-- Opening Marker --

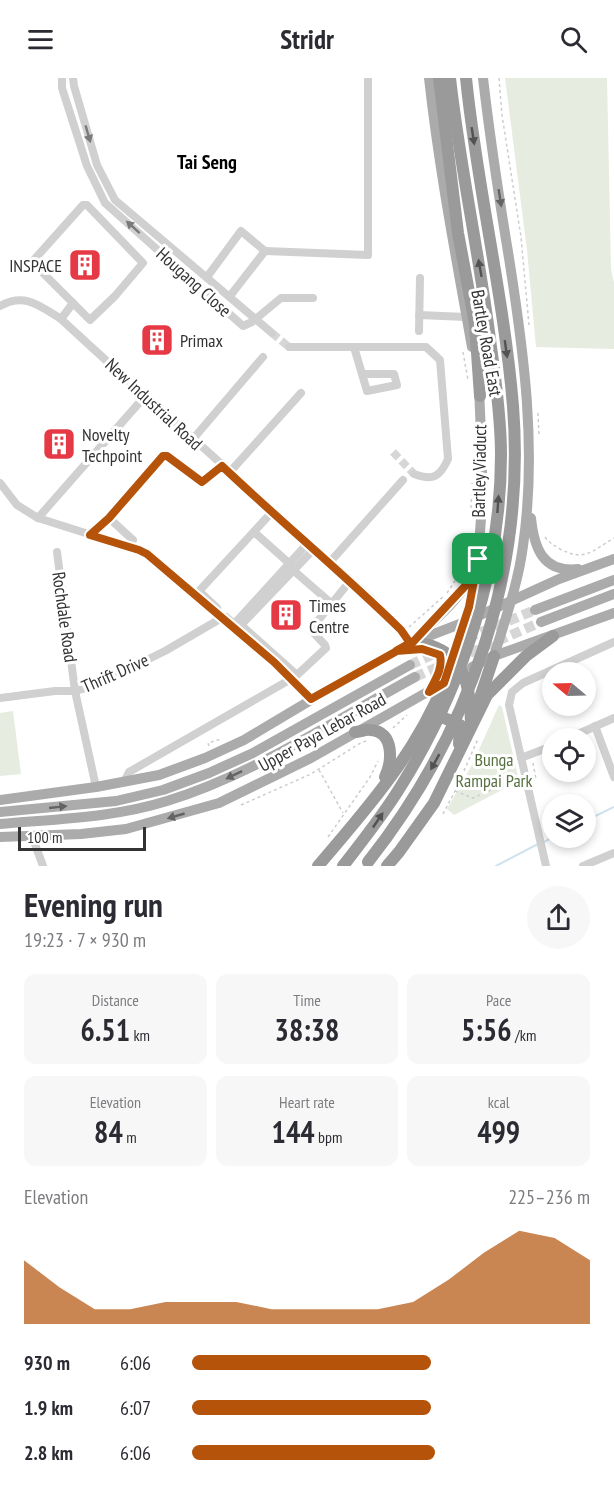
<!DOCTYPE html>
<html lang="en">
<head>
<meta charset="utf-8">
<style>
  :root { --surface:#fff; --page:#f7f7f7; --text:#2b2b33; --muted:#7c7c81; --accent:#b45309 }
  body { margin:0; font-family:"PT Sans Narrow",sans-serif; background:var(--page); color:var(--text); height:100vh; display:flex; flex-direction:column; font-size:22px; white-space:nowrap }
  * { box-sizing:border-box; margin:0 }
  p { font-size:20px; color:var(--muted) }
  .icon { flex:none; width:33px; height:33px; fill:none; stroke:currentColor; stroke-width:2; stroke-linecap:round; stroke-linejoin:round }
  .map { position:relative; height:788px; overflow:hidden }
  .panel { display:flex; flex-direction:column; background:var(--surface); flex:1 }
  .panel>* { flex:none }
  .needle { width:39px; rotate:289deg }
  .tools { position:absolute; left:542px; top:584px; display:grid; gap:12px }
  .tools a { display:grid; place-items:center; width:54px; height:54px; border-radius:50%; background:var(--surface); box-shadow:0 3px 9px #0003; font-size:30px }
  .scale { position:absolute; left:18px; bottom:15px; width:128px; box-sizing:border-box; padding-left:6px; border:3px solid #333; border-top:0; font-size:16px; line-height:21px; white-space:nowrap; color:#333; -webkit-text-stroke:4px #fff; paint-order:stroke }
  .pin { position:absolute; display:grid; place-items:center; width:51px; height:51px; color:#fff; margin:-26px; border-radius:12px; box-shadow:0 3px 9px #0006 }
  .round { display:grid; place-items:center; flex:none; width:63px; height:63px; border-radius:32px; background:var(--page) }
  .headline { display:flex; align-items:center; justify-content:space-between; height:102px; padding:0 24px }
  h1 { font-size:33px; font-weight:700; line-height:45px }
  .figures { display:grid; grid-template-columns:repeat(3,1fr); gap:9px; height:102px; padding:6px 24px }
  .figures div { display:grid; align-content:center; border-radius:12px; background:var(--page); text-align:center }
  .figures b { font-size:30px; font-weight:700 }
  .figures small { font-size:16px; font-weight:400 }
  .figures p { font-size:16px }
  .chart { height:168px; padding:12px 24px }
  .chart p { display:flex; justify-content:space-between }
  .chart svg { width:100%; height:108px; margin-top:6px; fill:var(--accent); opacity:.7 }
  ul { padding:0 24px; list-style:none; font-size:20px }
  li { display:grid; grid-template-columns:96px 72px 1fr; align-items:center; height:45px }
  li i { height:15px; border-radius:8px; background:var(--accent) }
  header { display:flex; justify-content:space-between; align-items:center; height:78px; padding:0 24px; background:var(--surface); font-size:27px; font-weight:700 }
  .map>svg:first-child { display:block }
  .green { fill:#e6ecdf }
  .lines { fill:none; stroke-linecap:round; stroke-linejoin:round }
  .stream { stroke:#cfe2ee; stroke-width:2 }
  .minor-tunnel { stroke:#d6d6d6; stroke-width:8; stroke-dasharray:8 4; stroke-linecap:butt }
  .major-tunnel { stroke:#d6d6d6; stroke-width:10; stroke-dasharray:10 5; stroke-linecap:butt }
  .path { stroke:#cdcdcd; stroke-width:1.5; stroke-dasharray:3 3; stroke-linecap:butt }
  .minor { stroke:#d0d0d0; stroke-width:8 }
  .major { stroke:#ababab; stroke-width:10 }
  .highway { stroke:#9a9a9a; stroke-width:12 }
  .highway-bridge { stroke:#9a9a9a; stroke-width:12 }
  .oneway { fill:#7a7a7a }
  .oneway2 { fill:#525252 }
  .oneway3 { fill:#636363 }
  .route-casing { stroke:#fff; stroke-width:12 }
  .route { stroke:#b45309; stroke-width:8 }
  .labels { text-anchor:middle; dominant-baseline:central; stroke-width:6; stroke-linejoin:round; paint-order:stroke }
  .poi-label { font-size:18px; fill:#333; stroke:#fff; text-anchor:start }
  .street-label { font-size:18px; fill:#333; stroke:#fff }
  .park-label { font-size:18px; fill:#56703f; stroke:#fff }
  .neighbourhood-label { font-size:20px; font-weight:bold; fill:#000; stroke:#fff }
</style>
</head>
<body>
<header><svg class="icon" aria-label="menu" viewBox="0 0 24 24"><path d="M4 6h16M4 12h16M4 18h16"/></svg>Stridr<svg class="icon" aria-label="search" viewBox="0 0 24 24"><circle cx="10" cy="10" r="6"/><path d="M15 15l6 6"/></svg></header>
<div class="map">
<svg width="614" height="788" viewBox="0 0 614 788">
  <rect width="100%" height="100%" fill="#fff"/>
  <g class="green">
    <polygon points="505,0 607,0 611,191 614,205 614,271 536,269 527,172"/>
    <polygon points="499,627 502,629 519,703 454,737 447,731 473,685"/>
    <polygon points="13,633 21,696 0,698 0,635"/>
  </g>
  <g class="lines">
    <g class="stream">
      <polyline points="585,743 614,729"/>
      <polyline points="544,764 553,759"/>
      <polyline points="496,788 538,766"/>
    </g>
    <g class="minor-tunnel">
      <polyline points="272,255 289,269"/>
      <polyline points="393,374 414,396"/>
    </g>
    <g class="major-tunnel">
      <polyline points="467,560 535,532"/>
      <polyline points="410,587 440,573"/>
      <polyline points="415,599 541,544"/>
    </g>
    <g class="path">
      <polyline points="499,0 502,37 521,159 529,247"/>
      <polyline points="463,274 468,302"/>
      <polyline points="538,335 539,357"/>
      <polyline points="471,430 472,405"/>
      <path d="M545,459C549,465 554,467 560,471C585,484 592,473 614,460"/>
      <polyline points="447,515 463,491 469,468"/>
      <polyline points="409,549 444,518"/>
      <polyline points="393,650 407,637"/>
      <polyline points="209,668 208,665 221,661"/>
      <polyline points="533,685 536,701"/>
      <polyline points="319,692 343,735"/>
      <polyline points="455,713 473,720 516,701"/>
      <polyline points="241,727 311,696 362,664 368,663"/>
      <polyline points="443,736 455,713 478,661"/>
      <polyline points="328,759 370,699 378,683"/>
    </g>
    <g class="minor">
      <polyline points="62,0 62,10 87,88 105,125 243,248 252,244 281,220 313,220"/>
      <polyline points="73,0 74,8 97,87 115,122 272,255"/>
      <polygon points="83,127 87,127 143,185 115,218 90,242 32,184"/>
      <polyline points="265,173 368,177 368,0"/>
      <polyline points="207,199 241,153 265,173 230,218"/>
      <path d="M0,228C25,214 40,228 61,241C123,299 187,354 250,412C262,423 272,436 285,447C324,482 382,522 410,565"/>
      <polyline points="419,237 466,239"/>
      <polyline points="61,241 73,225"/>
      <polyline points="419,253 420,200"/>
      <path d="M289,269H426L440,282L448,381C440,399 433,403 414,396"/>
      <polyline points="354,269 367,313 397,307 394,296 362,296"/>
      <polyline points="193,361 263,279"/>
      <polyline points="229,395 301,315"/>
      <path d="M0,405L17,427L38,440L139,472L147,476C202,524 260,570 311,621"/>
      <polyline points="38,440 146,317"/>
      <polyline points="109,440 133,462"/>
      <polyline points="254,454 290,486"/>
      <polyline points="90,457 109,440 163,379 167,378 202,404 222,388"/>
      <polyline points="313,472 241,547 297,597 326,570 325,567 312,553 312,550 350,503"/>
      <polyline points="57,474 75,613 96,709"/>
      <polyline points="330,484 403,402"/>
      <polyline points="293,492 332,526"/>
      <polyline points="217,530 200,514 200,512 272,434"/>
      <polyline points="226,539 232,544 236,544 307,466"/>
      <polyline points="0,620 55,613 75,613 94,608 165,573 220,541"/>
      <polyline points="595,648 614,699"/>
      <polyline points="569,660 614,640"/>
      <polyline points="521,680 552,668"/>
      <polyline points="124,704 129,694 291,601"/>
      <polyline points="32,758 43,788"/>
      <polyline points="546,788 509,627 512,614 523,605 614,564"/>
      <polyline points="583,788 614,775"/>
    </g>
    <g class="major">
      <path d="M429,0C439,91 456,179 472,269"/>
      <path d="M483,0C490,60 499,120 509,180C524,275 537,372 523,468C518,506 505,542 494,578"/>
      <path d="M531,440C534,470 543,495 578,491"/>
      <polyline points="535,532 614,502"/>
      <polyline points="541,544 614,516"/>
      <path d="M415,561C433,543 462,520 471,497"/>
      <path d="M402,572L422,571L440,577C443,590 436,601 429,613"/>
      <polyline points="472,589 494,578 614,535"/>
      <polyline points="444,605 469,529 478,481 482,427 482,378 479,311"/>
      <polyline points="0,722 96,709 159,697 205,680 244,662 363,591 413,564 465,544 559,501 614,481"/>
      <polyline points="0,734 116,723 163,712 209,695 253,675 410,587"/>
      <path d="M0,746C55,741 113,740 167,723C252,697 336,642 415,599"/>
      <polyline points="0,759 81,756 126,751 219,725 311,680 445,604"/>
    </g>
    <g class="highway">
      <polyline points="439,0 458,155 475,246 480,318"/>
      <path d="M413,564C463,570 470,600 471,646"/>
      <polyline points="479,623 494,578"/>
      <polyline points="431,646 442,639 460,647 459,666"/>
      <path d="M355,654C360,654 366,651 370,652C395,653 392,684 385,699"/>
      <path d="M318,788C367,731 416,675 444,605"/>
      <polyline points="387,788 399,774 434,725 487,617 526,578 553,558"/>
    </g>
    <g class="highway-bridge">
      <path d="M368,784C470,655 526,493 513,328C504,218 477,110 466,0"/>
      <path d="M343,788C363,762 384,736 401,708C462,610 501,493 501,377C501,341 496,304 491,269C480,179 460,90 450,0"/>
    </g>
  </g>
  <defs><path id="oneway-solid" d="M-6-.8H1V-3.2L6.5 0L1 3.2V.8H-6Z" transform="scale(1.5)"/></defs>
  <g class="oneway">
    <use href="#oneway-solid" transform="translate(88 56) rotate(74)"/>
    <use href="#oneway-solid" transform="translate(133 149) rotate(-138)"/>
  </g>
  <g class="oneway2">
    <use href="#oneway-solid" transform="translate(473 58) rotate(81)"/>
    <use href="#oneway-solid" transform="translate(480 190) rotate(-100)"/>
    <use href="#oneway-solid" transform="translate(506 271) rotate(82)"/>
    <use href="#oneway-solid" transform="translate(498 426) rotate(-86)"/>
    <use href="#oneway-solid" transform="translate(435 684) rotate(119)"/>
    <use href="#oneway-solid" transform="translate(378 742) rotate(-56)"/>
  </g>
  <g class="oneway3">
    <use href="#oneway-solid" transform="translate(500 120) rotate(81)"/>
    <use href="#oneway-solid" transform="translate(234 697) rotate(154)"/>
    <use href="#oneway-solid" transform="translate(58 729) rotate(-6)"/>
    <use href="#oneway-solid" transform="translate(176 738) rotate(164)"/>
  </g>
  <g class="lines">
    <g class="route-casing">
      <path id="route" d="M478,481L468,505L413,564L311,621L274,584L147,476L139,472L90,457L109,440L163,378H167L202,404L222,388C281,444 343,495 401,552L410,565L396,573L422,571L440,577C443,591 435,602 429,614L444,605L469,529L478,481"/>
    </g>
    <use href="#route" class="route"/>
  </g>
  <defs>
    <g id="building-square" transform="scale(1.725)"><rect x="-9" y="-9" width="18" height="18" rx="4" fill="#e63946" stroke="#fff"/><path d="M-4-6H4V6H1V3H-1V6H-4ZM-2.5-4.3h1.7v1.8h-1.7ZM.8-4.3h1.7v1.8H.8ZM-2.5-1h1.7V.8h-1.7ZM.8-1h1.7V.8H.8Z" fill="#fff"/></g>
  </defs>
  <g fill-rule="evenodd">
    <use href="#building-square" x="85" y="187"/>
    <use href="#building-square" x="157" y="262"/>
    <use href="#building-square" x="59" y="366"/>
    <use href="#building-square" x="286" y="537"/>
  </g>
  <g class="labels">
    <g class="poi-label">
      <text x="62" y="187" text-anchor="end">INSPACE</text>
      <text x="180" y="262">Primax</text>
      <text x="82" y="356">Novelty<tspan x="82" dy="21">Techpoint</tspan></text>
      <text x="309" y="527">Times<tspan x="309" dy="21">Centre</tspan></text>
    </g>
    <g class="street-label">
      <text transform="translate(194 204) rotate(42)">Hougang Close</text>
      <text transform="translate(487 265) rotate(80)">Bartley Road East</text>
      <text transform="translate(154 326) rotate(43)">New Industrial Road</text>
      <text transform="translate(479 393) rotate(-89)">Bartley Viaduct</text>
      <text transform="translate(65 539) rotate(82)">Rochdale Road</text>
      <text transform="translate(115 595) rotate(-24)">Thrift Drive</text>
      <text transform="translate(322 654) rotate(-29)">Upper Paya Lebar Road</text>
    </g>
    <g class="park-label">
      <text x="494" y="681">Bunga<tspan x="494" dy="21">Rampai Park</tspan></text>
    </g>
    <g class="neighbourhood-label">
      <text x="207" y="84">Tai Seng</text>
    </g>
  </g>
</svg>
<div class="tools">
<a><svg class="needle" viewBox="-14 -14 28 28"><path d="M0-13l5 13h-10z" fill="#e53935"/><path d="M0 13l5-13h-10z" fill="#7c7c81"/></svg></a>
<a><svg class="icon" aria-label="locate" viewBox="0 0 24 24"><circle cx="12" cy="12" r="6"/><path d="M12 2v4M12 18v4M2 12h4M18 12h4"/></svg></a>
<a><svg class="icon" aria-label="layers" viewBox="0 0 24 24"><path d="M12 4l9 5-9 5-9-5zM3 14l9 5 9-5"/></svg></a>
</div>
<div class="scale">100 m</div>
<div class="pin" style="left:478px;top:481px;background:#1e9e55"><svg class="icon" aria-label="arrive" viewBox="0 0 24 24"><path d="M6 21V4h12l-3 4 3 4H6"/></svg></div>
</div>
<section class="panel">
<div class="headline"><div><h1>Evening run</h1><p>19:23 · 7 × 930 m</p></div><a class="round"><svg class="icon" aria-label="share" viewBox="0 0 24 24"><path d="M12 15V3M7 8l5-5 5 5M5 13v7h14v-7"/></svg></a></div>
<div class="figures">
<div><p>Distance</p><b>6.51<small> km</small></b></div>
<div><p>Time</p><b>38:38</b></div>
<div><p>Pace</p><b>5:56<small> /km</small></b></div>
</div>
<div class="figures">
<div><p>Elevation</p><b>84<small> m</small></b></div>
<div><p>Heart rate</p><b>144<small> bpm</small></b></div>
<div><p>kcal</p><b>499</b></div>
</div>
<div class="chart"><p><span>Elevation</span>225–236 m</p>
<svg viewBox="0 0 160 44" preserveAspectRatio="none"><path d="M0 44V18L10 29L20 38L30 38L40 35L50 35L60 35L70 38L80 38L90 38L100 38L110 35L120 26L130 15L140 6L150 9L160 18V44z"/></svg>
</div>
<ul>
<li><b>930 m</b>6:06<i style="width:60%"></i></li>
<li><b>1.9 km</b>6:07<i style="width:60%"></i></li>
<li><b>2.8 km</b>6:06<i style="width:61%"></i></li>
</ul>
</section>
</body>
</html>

-- Closing Marker --

*PROBLEM:* Please tally every line of the entries that holds "tools" and answer with that figure alone.

*WRITTEN RESPONSE:* 3